Vidéo : Les collaborateurs du SLF racontent l'hiver avalancheux de 1999

Les collaborateurs du SLF ont travaillé parfois tous les jours, même le week-end – pour autant qu’ils aient pu se rendre sur leur poste. Thomas Stucki, responsable actuel du service de prévision d’avalanches, a été accueilli chez un collègue, car la route menant à son domicile était fermée (voir aussi l’entretien avec Thomas Stucki sur l’hiver avalancheux de 1999). Marcia Phillips, experte en pergélisol, a été coupée du monde pendant une semaine dans le hameau de Monstein. « Cela avait aussi de bons côtés », sourit-elle aujourd’hui. Elle et quelques-uns de ses collègues de l’époque racontent ici ce qu’ils ont vécu pendant cet hiver extrême, notamment Jürg Schweizer, directeur du SLF, qui se souvient d’une ambiance parfois agitée et tendue.

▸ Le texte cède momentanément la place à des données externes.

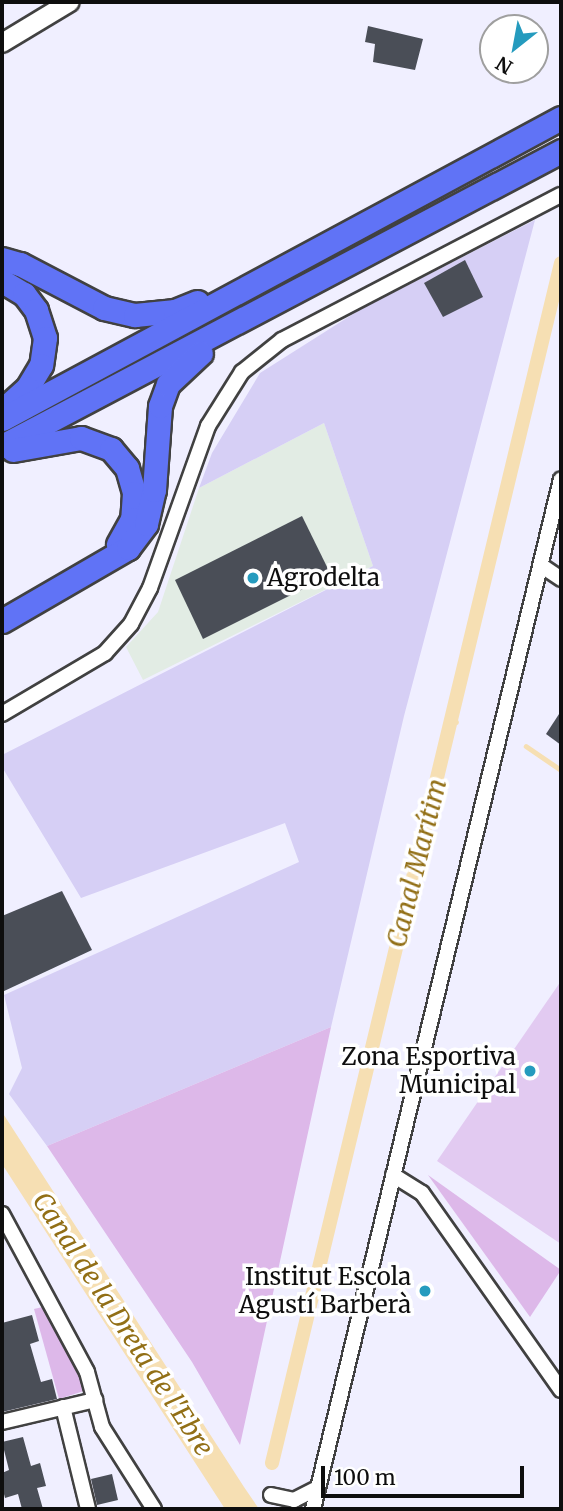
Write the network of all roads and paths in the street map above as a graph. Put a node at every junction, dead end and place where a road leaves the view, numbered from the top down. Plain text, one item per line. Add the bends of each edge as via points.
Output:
1 (70, 2) edge
2 (2, 43) edge
3 (561, 118) edge
4 (561, 151) edge
5 (556, 198) edge
6 (2, 259) edge
7 (284, 267) junction
8 (2, 281) edge
9 (239, 323) junction
10 (2, 411) edge
11 (2, 419) edge
12 (2, 446) edge
13 (2, 453) edge
14 (561, 480) edge
15 (96, 566) junction
16 (542, 566) junction
17 (561, 579) edge
18 (2, 621) edge
19 (2, 714) edge
20 (393, 1175) junction
21 (2, 1214) edge
22 (561, 1390) edge
23 (95, 1400) junction
24 (63, 1407) junction
25 (2, 1422) edge
26 (318, 1488) junction
27 (88, 1509) edge
28 (154, 1509) edge
29 (284, 1509) edge
30 (313, 1509) edge

1 - 2 street
3 - 7 highway
4 - 9 highway
5 - 19 street via 282,340 242,372 208,426 154,577 131,624 105,653
6 - 7 highway via 104,308 135,315 175,311
7 - 11 highway
8 - 10 highway via 24,294 36,310 45,338 41,365 27,388
9 - 12 highway
9 - 15 highway via 168,384 160,406 154,490 146,524 128,548
13 - 15 highway via 80,438 111,449 127,468 134,493 132,519 121,541
14 - 16 street
15 - 18 highway
16 - 17 street
16 - 20 street
20 - 22 street via 422,1193
20 - 26 street
21 - 23 street via 87,1372
23 - 24 street
23 - 28 street via 106,1433
24 - 25 street
24 - 27 street
26 - 29 street via 294,1500 271,1496
26 - 30 street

L’hiver avalancheux 1999 en Suisse en chiffres :

  • Environ 1200 avalanches dommageables dans les Alpes suisses
  • 28 personnes ensevelies, dont 17 n’ont pas survécu (sans compter les accidents liés au tourisme)
  • 131 adeptes de sports de neige ensevelis, dont 19 ont perdu la vie
  • Dommages matériels d’un montant de plus de 600 millions de francs suisses
  • Conséquences financières indirectes pour le secteur du tourisme, probablement plus de 300 millions de francs suisses

Après le troisième et dernier épisode de précipitations, plusieurs collaborateurs ont survolé la région en hélicoptère et ont examiné en détail certains dépôts d’avalanches. C’est ainsi que Jürg Schweizer et Lukas Stoffel se sont envolés pour Loèche-les-Bains, où une avalanche déclenchée artificiellement avait arraché la moitié du toit d’un immeuble et enseveli une route. Ce n’était pas tout : à la demande des autorités, ils ont creusé un profil de neige dans une pente de 35 degrés, 1500 mètres au-dessus d’un village partiellement évacué. Ce n’était pas sans danger. « Il y avait trois à quatre mètres de neige, c’était vraiment une sensation bizarre », se souvient Lukas Stoffel. Finalement, ils n’ont pas trouvé de couche fragile. « Pourtant, c’était comme ça, soit l’évacuation n’était pas appropriée, soit nous étions trop téméraires », se dit Jürg Schweizer avec le recul.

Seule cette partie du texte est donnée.